Tuesday, 19 June 2012

Professor Oak

Good beer takes time.  Great beer takes even longer.

“Oak-aging” is a common practice in the production of wine and whiskey, but has recently become popular in the beer industry.  As the beer rests in the barrel, it becomes infused with the oak wood flavor and a hint of the vessel’s previous occupying liquid.  The porous oak wood will also expose the beer to oxygen, which will soften the astringency and mellow the flavors.  Beers of higher alcohol content benefit more from longer aging periods, and thus are more appropriate for this process.

Whiskey casks are no doubt the most popular aging vessel for beer.  Sixteen compounds have been identified by the Scotch Whiskey Research Institute in Edinburgh as the flavour standards for the profiling of whiskey flavour.  These include guaiacol (smoky), vanillin (vanilla), and the so-named whiskey lactone (coconut).

Innis & Gunn is one of the first to market such a product, claiming that their oak-aged beer was “born by a fantastic and delicious accident”.  William Grant & Sons Ltd., a family-owned Scottish whiskey distillery, was looking to produce a blended whisky with the distinct bitter finish of hops.  The distillery contacted Dougal Sharp, head brewer at Scotland’s largest craft brewery, to create a beer that would infuse the oak barrels with the flavor of beer.  The resulting whiskey was okay, but the waste beer from the cask (enthusiastically sampled by the employees) was exceptional.  The beer was marketed under the label “Innis and Gunn”, the middle names of Sharp and his brother.  The brand has been remarkably successful, and has also released varieties aged in Irish whiskey barrels and rum casks.

The Phillips Brewery out of Victoria has some excellent examples of barrel-aging. Take the Double Barrel Scotch Ale – a beer aged in both red wine and scotch barrels.  The beer picks up flavor from both casks, resulting in a flavourful brew with notes of peat and vanilla.  Also try the Hammer Barrel Aged Imperial Stout, aged in bourbon-soaked American oak barrels.

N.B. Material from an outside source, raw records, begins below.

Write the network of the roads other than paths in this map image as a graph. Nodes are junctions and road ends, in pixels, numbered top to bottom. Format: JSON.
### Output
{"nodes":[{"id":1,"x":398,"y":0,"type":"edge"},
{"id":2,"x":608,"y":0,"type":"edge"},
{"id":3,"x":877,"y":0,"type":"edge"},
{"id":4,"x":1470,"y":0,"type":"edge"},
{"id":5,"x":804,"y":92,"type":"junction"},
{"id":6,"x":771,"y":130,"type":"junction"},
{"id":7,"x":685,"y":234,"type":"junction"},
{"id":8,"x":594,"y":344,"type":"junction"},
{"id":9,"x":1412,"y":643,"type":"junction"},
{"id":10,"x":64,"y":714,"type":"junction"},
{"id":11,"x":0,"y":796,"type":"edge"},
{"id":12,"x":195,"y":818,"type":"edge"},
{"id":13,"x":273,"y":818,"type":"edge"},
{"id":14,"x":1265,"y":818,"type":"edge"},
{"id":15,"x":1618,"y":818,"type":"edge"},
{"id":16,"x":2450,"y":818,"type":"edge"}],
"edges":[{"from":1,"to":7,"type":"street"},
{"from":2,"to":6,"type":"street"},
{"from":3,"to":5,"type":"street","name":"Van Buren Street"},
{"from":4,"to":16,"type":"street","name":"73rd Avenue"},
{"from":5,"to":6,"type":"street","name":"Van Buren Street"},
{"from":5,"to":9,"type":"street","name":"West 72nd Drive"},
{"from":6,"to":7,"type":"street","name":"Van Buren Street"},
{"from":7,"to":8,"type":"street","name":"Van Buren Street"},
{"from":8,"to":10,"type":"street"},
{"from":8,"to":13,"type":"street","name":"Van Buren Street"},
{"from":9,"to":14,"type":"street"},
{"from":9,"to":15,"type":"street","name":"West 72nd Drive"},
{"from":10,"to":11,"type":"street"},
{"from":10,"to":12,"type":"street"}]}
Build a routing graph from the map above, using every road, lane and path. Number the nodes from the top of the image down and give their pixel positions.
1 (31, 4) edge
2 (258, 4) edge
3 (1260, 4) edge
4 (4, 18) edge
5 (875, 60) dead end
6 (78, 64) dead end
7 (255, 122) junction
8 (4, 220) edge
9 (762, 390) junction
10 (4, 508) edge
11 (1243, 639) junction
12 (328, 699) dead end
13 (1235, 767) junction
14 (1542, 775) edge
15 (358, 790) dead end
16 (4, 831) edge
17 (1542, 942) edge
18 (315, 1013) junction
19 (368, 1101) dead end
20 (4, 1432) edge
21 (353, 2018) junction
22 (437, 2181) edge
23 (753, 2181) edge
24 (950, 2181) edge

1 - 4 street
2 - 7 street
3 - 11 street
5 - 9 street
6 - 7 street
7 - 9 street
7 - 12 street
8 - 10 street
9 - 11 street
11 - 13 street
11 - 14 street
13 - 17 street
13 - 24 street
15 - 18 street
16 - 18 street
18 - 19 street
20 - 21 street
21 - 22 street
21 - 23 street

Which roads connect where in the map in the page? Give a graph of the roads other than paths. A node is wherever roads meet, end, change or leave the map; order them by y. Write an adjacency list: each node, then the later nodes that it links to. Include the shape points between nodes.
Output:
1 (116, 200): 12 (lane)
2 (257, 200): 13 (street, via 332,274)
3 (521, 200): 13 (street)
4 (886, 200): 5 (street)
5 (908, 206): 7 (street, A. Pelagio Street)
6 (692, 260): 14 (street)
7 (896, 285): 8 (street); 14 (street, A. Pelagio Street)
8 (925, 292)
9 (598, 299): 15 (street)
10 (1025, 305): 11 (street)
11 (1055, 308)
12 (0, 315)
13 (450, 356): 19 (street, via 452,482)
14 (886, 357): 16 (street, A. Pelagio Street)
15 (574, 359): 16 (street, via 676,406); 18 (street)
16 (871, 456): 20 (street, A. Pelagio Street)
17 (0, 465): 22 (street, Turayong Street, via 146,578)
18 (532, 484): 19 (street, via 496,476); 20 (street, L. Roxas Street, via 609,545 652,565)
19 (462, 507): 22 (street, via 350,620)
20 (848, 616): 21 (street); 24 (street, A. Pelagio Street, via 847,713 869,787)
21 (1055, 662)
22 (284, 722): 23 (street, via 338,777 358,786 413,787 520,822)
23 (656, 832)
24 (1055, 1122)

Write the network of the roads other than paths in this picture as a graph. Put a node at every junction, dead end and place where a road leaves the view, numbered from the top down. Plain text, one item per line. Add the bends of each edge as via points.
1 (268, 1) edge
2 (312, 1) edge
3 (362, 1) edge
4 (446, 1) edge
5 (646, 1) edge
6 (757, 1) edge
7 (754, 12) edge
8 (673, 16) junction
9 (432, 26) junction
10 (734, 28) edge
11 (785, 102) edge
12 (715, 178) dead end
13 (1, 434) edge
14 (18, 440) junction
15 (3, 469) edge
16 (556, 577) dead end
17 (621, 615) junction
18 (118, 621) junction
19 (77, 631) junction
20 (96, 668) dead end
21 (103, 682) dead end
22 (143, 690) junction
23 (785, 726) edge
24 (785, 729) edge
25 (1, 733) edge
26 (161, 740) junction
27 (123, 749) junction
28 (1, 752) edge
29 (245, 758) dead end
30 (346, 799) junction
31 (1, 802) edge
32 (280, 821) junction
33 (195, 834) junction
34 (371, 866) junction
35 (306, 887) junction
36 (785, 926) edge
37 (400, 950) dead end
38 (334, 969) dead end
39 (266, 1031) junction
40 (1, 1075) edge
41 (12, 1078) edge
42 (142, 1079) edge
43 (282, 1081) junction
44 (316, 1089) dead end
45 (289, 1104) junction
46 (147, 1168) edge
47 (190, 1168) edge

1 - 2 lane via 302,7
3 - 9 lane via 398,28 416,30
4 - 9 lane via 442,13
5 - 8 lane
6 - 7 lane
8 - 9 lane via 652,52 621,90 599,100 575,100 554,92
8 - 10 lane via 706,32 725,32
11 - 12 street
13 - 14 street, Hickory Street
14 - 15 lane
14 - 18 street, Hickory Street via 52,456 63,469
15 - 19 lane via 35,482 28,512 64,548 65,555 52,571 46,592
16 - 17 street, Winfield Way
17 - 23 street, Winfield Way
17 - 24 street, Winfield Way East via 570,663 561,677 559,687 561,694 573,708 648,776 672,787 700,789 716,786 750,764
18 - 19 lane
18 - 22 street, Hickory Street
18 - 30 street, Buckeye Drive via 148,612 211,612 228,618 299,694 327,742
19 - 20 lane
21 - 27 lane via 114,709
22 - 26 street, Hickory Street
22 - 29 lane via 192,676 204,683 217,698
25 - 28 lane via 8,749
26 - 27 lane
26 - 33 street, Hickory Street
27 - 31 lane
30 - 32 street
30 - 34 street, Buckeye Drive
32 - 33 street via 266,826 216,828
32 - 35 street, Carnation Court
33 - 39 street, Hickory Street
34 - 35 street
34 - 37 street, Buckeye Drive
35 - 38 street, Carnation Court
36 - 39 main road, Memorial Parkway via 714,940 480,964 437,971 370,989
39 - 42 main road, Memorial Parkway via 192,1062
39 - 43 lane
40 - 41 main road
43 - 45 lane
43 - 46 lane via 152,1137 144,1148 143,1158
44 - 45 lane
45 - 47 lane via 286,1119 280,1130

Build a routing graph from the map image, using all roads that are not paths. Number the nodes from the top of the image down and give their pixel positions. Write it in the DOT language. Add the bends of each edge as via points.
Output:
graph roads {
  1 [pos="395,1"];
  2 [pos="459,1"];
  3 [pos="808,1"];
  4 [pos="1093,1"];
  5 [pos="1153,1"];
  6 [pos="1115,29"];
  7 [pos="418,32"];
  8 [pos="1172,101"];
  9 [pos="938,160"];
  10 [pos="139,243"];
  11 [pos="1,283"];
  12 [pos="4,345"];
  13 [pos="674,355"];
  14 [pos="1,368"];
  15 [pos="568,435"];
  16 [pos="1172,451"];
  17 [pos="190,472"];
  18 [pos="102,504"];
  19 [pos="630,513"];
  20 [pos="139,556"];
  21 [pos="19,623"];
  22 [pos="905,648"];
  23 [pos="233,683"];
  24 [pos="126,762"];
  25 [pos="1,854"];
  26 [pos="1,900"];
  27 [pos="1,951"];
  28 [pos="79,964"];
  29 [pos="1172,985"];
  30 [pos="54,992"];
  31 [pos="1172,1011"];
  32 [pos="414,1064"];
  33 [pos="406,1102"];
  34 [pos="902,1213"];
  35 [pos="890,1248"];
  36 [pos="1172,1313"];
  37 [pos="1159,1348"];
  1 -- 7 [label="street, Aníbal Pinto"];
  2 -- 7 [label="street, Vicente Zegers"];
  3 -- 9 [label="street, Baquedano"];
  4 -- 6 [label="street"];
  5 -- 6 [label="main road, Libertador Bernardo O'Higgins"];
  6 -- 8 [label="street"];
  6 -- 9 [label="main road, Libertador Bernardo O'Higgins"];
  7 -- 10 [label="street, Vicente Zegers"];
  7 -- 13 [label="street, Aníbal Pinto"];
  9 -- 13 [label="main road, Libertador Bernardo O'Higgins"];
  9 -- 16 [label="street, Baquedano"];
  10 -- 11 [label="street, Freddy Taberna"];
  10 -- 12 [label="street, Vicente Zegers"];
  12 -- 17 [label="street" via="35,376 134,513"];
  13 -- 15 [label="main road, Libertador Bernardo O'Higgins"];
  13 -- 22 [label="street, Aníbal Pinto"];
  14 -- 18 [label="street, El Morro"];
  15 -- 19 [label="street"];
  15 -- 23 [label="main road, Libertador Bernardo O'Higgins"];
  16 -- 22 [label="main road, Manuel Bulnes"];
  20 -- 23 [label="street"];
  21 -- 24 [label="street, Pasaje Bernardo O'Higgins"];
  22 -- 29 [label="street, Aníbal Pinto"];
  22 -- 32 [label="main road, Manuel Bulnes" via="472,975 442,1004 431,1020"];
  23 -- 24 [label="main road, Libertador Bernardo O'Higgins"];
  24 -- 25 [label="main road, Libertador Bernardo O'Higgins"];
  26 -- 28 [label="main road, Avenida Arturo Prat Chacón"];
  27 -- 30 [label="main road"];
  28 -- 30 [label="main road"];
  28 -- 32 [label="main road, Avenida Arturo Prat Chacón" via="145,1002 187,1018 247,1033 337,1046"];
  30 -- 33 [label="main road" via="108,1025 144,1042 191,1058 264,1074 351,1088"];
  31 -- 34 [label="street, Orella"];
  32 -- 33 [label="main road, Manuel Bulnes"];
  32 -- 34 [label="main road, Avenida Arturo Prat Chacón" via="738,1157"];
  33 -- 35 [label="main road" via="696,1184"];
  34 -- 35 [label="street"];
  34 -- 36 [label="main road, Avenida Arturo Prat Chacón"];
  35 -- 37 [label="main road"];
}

This recipe uses one bottle of Innis & Gunn Rum Cask Ale.  There will be a little beer left in the bottle after making the bread and glaze.  Don’t let it go to waste.


Rum Cask Banana Bread

with Innis & Gunn Glaze

2 1/2 cups flour
1 cup sugar
3 1/2 tsp baking powder
½ tsp salt
½ tsp nutmeg
¾ cup Innis & Gunn Rum Cask Ale
 cup vegetable oil
¼ cup rum
1 egg
1 cup mashed ripe banana (about 3)
1 cup chopped walnuts (optional)

Glaze:
½ cup bottle Innis & Gunn Rum Cask Ale
1 cup brown sugar
2 tbsp rum
  1. Preheat oven to 350°F.
  2. Grease and flour a 9x5” (2L) loaf pan, or line with parchment paper.
  3. In a bowl, sift together flour, sugar, baking powder, and nutmeg.  Set aside.
  4. In a separate bowl, finely mash the bananas.
  5. Add the beer, rum, egg, and oil to the banana mixture and stir to combine.
  6. Pour banana mixture into dry ingredients and mix gently until just combined.
  7. Fold in walnuts if desired.
  8. Pour batter into prepared pan.
  9. Bake in preheated oven for 1 hour or until a toothpick inserted in the centre of the loaf comes out clean.
  10. To make glaze, stir together beer and brown sugar in a small saucepan.
  11. Bring to a boil, then simmer over low heat until mixture coats a spoon.
  12. Serve warm or at room temperature.
  13. Let cool and refrigerate before slicing for best results.



Makes 1 loaf, 12 slices

Lee, K. M., Piggott, J. R., & Paterson, A. A. (2000). Perception of whiskey flavour reference compounds by Scottish distillers. Journal Of The Institute Of Brewing, 106(4), 203-208.